Stored items:
>>>

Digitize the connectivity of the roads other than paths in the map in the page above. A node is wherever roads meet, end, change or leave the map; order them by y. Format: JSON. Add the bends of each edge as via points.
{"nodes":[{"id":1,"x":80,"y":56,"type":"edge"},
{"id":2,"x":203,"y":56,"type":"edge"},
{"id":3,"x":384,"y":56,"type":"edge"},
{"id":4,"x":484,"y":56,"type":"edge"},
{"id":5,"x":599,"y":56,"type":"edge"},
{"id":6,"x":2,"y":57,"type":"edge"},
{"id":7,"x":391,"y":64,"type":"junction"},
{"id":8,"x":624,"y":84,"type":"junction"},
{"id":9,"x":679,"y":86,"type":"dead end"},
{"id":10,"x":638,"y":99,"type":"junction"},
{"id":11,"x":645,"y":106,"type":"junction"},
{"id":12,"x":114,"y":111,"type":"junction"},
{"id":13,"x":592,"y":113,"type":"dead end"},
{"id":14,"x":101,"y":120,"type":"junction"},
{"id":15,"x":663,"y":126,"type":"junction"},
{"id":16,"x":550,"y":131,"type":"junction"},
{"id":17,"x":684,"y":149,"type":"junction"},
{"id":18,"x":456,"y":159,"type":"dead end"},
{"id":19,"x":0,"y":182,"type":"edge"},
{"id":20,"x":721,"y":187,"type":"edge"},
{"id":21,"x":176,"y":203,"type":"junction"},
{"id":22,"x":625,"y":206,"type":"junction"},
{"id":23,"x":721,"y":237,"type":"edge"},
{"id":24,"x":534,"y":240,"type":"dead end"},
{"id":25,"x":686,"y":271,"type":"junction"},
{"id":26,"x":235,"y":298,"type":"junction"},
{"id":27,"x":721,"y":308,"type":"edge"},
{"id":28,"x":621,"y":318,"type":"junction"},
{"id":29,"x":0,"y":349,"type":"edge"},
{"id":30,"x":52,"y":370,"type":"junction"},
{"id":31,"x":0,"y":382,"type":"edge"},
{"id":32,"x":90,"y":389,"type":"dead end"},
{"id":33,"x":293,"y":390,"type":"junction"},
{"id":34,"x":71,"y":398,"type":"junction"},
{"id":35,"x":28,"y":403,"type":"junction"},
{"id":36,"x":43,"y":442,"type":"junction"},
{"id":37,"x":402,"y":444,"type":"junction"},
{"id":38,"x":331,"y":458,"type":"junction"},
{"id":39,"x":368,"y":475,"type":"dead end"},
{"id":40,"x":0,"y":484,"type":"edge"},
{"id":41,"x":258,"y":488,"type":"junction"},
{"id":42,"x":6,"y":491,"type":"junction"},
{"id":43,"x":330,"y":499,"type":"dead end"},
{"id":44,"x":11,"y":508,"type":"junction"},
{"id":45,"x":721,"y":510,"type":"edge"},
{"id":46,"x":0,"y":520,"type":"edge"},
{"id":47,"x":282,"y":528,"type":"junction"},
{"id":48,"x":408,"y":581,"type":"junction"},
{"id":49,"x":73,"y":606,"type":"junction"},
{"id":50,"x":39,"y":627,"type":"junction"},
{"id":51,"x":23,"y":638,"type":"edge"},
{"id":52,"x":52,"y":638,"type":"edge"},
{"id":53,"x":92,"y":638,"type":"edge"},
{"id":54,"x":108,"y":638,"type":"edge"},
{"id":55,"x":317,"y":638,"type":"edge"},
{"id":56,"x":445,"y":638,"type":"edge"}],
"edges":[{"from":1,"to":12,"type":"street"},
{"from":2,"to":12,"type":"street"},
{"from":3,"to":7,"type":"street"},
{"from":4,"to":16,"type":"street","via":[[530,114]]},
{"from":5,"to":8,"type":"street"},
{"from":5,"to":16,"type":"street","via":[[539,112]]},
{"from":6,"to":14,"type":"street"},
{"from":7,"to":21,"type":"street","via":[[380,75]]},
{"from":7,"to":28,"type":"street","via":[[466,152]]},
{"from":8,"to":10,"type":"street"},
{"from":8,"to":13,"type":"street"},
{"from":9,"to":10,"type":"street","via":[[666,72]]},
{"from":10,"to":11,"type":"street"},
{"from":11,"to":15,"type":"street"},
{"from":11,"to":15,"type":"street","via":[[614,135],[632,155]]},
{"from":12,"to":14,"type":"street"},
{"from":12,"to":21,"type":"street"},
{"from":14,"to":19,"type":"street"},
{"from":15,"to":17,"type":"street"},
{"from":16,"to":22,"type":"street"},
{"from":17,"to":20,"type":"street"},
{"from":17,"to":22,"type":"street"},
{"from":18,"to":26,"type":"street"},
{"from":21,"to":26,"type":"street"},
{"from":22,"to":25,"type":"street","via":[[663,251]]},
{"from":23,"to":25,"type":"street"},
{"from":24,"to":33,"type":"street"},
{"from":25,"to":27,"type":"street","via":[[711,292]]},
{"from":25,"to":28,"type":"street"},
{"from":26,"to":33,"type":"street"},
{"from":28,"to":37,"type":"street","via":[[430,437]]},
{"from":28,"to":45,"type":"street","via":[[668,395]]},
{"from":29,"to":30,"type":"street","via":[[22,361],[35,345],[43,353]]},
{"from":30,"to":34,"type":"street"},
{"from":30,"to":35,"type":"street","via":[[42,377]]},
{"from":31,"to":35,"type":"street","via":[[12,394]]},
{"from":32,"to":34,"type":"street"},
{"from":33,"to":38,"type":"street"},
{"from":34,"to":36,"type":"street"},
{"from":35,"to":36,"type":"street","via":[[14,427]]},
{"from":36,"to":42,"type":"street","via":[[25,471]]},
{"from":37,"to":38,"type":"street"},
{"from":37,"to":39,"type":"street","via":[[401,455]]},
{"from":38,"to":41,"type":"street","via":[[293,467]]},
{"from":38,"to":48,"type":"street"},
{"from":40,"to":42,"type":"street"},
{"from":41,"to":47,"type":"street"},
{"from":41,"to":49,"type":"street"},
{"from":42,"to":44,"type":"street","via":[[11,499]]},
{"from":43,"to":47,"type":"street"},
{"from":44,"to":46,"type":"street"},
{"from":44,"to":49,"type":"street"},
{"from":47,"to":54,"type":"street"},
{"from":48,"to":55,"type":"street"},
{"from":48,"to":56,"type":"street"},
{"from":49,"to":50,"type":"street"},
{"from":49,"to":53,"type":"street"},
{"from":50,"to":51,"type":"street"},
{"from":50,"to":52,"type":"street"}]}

<<<

TASK PROMPT: An exact restatement of the data above is required.

EXERCISE RESPONSE:
Digitize the connectivity of the roads other than paths in the map in the page above. A node is wherever roads meet, end, change or leave the map; order them by y. Format: JSON. Add the bends of each edge as via points.
{"nodes":[{"id":1,"x":80,"y":56,"type":"edge"},
{"id":2,"x":203,"y":56,"type":"edge"},
{"id":3,"x":384,"y":56,"type":"edge"},
{"id":4,"x":484,"y":56,"type":"edge"},
{"id":5,"x":599,"y":56,"type":"edge"},
{"id":6,"x":2,"y":57,"type":"edge"},
{"id":7,"x":391,"y":64,"type":"junction"},
{"id":8,"x":624,"y":84,"type":"junction"},
{"id":9,"x":679,"y":86,"type":"dead end"},
{"id":10,"x":638,"y":99,"type":"junction"},
{"id":11,"x":645,"y":106,"type":"junction"},
{"id":12,"x":114,"y":111,"type":"junction"},
{"id":13,"x":592,"y":113,"type":"dead end"},
{"id":14,"x":101,"y":120,"type":"junction"},
{"id":15,"x":663,"y":126,"type":"junction"},
{"id":16,"x":550,"y":131,"type":"junction"},
{"id":17,"x":684,"y":149,"type":"junction"},
{"id":18,"x":456,"y":159,"type":"dead end"},
{"id":19,"x":0,"y":182,"type":"edge"},
{"id":20,"x":721,"y":187,"type":"edge"},
{"id":21,"x":176,"y":203,"type":"junction"},
{"id":22,"x":625,"y":206,"type":"junction"},
{"id":23,"x":721,"y":237,"type":"edge"},
{"id":24,"x":534,"y":240,"type":"dead end"},
{"id":25,"x":686,"y":271,"type":"junction"},
{"id":26,"x":235,"y":298,"type":"junction"},
{"id":27,"x":721,"y":308,"type":"edge"},
{"id":28,"x":621,"y":318,"type":"junction"},
{"id":29,"x":0,"y":349,"type":"edge"},
{"id":30,"x":52,"y":370,"type":"junction"},
{"id":31,"x":0,"y":382,"type":"edge"},
{"id":32,"x":90,"y":389,"type":"dead end"},
{"id":33,"x":293,"y":390,"type":"junction"},
{"id":34,"x":71,"y":398,"type":"junction"},
{"id":35,"x":28,"y":403,"type":"junction"},
{"id":36,"x":43,"y":442,"type":"junction"},
{"id":37,"x":402,"y":444,"type":"junction"},
{"id":38,"x":331,"y":458,"type":"junction"},
{"id":39,"x":368,"y":475,"type":"dead end"},
{"id":40,"x":0,"y":484,"type":"edge"},
{"id":41,"x":258,"y":488,"type":"junction"},
{"id":42,"x":6,"y":491,"type":"junction"},
{"id":43,"x":330,"y":499,"type":"dead end"},
{"id":44,"x":11,"y":508,"type":"junction"},
{"id":45,"x":721,"y":510,"type":"edge"},
{"id":46,"x":0,"y":520,"type":"edge"},
{"id":47,"x":282,"y":528,"type":"junction"},
{"id":48,"x":408,"y":581,"type":"junction"},
{"id":49,"x":73,"y":606,"type":"junction"},
{"id":50,"x":39,"y":627,"type":"junction"},
{"id":51,"x":23,"y":638,"type":"edge"},
{"id":52,"x":52,"y":638,"type":"edge"},
{"id":53,"x":92,"y":638,"type":"edge"},
{"id":54,"x":108,"y":638,"type":"edge"},
{"id":55,"x":317,"y":638,"type":"edge"},
{"id":56,"x":445,"y":638,"type":"edge"}],
"edges":[{"from":1,"to":12,"type":"street"},
{"from":2,"to":12,"type":"street"},
{"from":3,"to":7,"type":"street"},
{"from":4,"to":16,"type":"street","via":[[530,114]]},
{"from":5,"to":8,"type":"street"},
{"from":5,"to":16,"type":"street","via":[[539,112]]},
{"from":6,"to":14,"type":"street"},
{"from":7,"to":21,"type":"street","via":[[380,75]]},
{"from":7,"to":28,"type":"street","via":[[466,152]]},
{"from":8,"to":10,"type":"street"},
{"from":8,"to":13,"type":"street"},
{"from":9,"to":10,"type":"street","via":[[666,72]]},
{"from":10,"to":11,"type":"street"},
{"from":11,"to":15,"type":"street"},
{"from":11,"to":15,"type":"street","via":[[614,135],[632,155]]},
{"from":12,"to":14,"type":"street"},
{"from":12,"to":21,"type":"street"},
{"from":14,"to":19,"type":"street"},
{"from":15,"to":17,"type":"street"},
{"from":16,"to":22,"type":"street"},
{"from":17,"to":20,"type":"street"},
{"from":17,"to":22,"type":"street"},
{"from":18,"to":26,"type":"street"},
{"from":21,"to":26,"type":"street"},
{"from":22,"to":25,"type":"street","via":[[663,251]]},
{"from":23,"to":25,"type":"street"},
{"from":24,"to":33,"type":"street"},
{"from":25,"to":27,"type":"street","via":[[711,292]]},
{"from":25,"to":28,"type":"street"},
{"from":26,"to":33,"type":"street"},
{"from":28,"to":37,"type":"street","via":[[430,437]]},
{"from":28,"to":45,"type":"street","via":[[668,395]]},
{"from":29,"to":30,"type":"street","via":[[22,361],[35,345],[43,353]]},
{"from":30,"to":34,"type":"street"},
{"from":30,"to":35,"type":"street","via":[[42,377]]},
{"from":31,"to":35,"type":"street","via":[[12,394]]},
{"from":32,"to":34,"type":"street"},
{"from":33,"to":38,"type":"street"},
{"from":34,"to":36,"type":"street"},
{"from":35,"to":36,"type":"street","via":[[14,427]]},
{"from":36,"to":42,"type":"street","via":[[25,471]]},
{"from":37,"to":38,"type":"street"},
{"from":37,"to":39,"type":"street","via":[[401,455]]},
{"from":38,"to":41,"type":"street","via":[[293,467]]},
{"from":38,"to":48,"type":"street"},
{"from":40,"to":42,"type":"street"},
{"from":41,"to":47,"type":"street"},
{"from":41,"to":49,"type":"street"},
{"from":42,"to":44,"type":"street","via":[[11,499]]},
{"from":43,"to":47,"type":"street"},
{"from":44,"to":46,"type":"street"},
{"from":44,"to":49,"type":"street"},
{"from":47,"to":54,"type":"street"},
{"from":48,"to":55,"type":"street"},
{"from":48,"to":56,"type":"street"},
{"from":49,"to":50,"type":"street"},
{"from":49,"to":53,"type":"street"},
{"from":50,"to":51,"type":"street"},
{"from":50,"to":52,"type":"street"}]}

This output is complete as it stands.